Thoughts and Insight Regarding FHA Mortgagee Letter 2015-07 3/26/2015
After reviewing Mortgagee Letter 2015-07 released on 3/18/2015, DLS Servicing Consultants, LLC has reviewed and is offering the following insight and practical advice regarding some key sections:
Trial Payment Plan Agreement and Required Signatures
“The Trial Payment Plan Agreement is a written agreement to be executed by all parties on the original note, all parties on the FHA-insured mortgage, and all parties that will be subject to the modified mortgage and/or partial claim, except where:
a borrower or co-borrower is deceased;
a borrower and a co-borrower are divorced or legally separated; or
a borrower or co-borrower on the original note and mortgage has been released from liability in connection with an assumption performed in accordance with HUD’s requirement.
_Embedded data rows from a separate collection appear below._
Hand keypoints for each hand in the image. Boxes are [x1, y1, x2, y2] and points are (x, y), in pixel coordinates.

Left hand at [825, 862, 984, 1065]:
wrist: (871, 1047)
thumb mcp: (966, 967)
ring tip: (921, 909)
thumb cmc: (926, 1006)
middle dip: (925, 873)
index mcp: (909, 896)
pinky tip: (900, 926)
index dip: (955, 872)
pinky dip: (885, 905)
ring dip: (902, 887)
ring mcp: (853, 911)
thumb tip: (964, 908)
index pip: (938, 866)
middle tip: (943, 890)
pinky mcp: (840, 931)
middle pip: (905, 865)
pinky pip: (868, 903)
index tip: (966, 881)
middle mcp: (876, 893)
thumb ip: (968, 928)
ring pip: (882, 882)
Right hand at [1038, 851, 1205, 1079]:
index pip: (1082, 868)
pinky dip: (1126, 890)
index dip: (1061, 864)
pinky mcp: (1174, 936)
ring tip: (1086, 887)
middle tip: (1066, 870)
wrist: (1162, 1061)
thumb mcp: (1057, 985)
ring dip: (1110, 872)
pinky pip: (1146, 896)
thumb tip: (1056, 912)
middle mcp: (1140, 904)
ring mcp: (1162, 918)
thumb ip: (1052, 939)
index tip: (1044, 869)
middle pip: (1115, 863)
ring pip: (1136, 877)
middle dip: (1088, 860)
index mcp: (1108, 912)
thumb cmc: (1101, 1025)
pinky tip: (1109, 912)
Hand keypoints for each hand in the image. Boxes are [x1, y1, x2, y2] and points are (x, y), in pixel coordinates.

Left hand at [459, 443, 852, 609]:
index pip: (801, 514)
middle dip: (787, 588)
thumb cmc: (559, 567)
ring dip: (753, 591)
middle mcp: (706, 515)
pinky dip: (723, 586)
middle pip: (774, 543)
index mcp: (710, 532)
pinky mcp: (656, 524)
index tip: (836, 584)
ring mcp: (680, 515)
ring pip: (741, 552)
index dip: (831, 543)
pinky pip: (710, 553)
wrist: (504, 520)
When a borrower uses a non-borrower household member’s income in qualifying for a loss mitigation home retention option and that non-borrower household member will also be included on the modified note, FHA-insured mortgage and/or partial claim, the non-borrower household member must sign the TPP Agreement.”
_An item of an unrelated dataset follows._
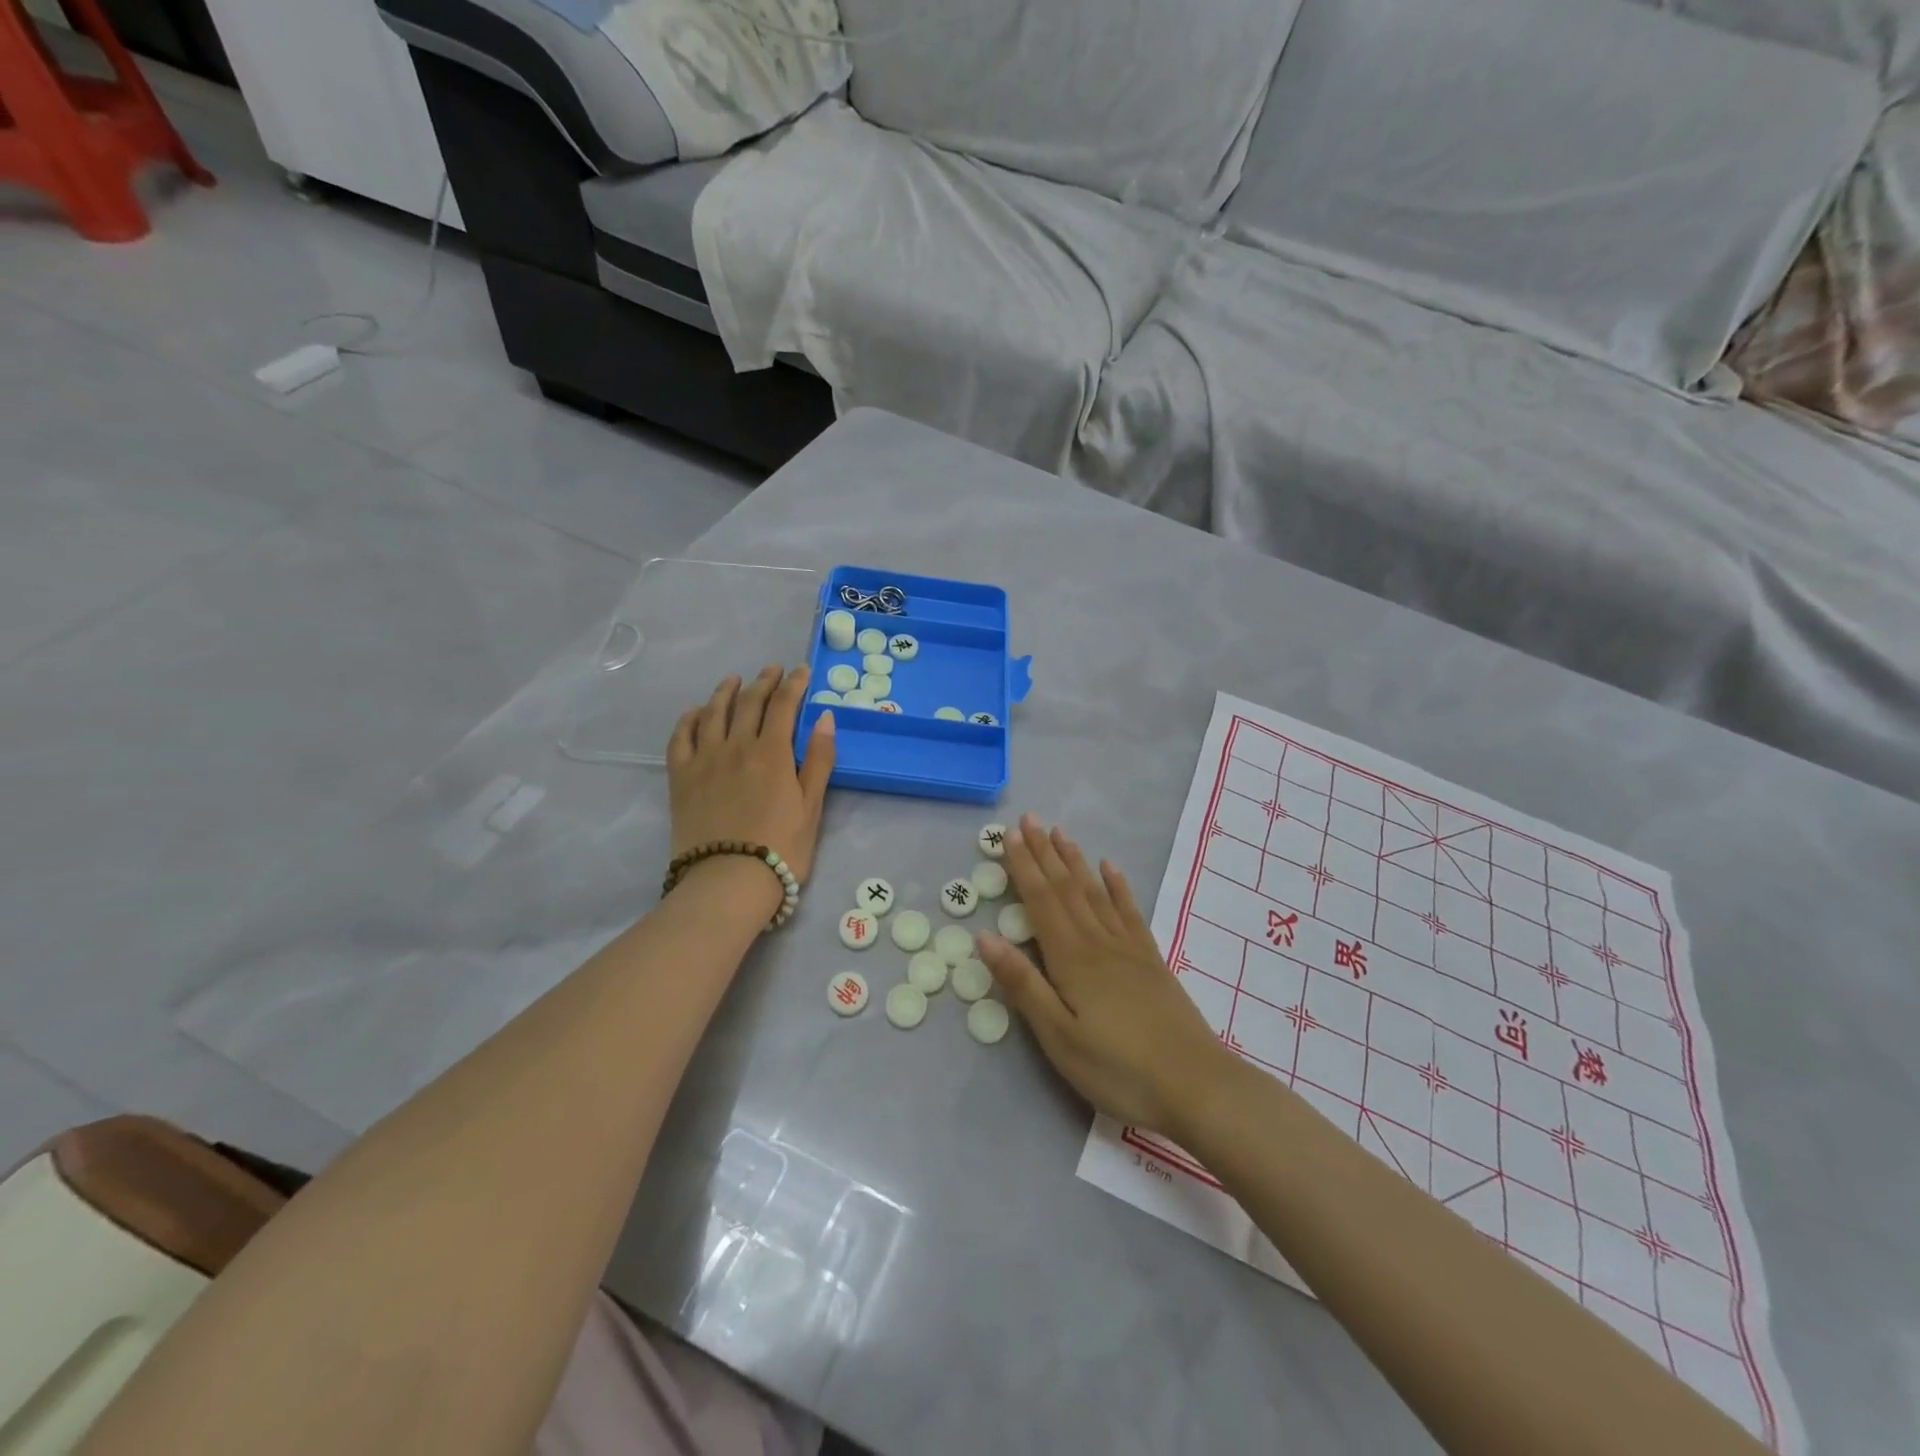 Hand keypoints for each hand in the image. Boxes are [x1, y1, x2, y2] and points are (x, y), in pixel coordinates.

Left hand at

The key words here are “and that non-borrower household member will also be included on the modified note”. There is no requirement that a non-borrower household member be included on the modified Note. This section is ONLY talking about the required signatures of the Trial Payment Agreement document. It’s important that servicers understand this.
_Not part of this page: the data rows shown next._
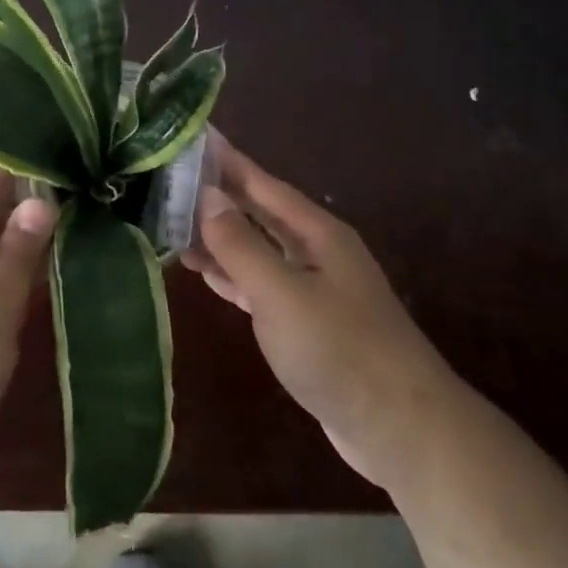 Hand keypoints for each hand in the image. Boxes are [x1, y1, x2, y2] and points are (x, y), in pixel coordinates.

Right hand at [181, 135, 453, 488]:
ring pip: (255, 248)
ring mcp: (312, 287)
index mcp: (315, 232)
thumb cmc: (340, 350)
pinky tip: (202, 271)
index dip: (225, 159)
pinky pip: (258, 284)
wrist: (402, 431)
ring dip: (217, 237)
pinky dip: (230, 275)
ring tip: (169, 222)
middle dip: (215, 196)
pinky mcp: (305, 324)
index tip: (189, 135)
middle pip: (257, 212)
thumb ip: (241, 245)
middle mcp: (314, 251)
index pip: (261, 182)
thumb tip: (206, 195)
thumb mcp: (282, 293)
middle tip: (165, 178) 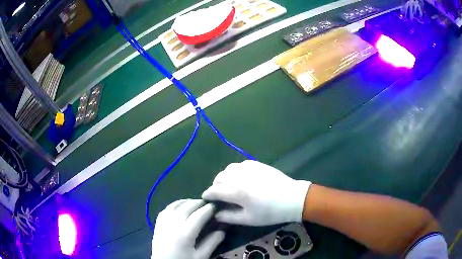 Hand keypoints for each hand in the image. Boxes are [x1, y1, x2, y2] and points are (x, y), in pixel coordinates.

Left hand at [151, 199, 224, 258]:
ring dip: (186, 202)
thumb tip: (222, 230)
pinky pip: (165, 210)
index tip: (216, 205)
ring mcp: (163, 224)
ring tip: (194, 203)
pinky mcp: (157, 225)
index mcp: (185, 234)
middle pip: (186, 207)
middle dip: (198, 203)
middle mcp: (173, 225)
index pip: (198, 216)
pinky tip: (179, 207)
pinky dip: (174, 205)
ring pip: (174, 206)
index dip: (208, 209)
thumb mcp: (201, 257)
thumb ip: (212, 243)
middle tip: (207, 203)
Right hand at [202, 160, 310, 225]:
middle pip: (219, 178)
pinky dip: (235, 171)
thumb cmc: (270, 212)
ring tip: (228, 186)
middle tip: (219, 195)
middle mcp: (239, 176)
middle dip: (215, 186)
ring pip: (228, 169)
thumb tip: (215, 214)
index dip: (207, 195)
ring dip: (224, 177)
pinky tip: (240, 178)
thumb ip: (228, 216)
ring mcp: (249, 167)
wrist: (292, 198)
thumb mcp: (248, 219)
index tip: (206, 199)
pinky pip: (239, 165)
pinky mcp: (257, 164)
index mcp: (236, 191)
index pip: (214, 190)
While the mortgagee letter does not require specific signature on the loan modification documents, the letter does raise another question about who must sign the loan mod docs in the events such as divorce or legal separation. Good judgment and care should be used before making the decision to include anyone other than the original borrowers on modified loan documents and we suggest that you seek legal counsel before doing so. Issues and concerns that COULD arise as a result of this practice:
TILA-RESPA Integrated Disclosure Rule – Having a non-original/non- borrower household member execute modified loan documents may be construed as an extension of credit and may trigger the need for disclosure documents to be sent per the CFPB’s TILA-RESPA Integrated Disclosure rule.
Future Foreclosure Actions – What are the ensuing requirements should the loan reenter default and go through foreclosure; what obligations are there to include the newly added non-borrower household member?
Many nuances must be considered when analyzing non-borrower income. Utilizing a nonborrower spouse is reasonable and a simple approach, but outside of that scenario things get more complicated. When should you treat this additional household income as purely rental income (a flat regular contribution each month) that must be documented, or alternatively include all of the non-borrower’s expenses and income into the total household budget? Consider the length of time the non-borrower has contributed to the household and what the likelihood of it continuing.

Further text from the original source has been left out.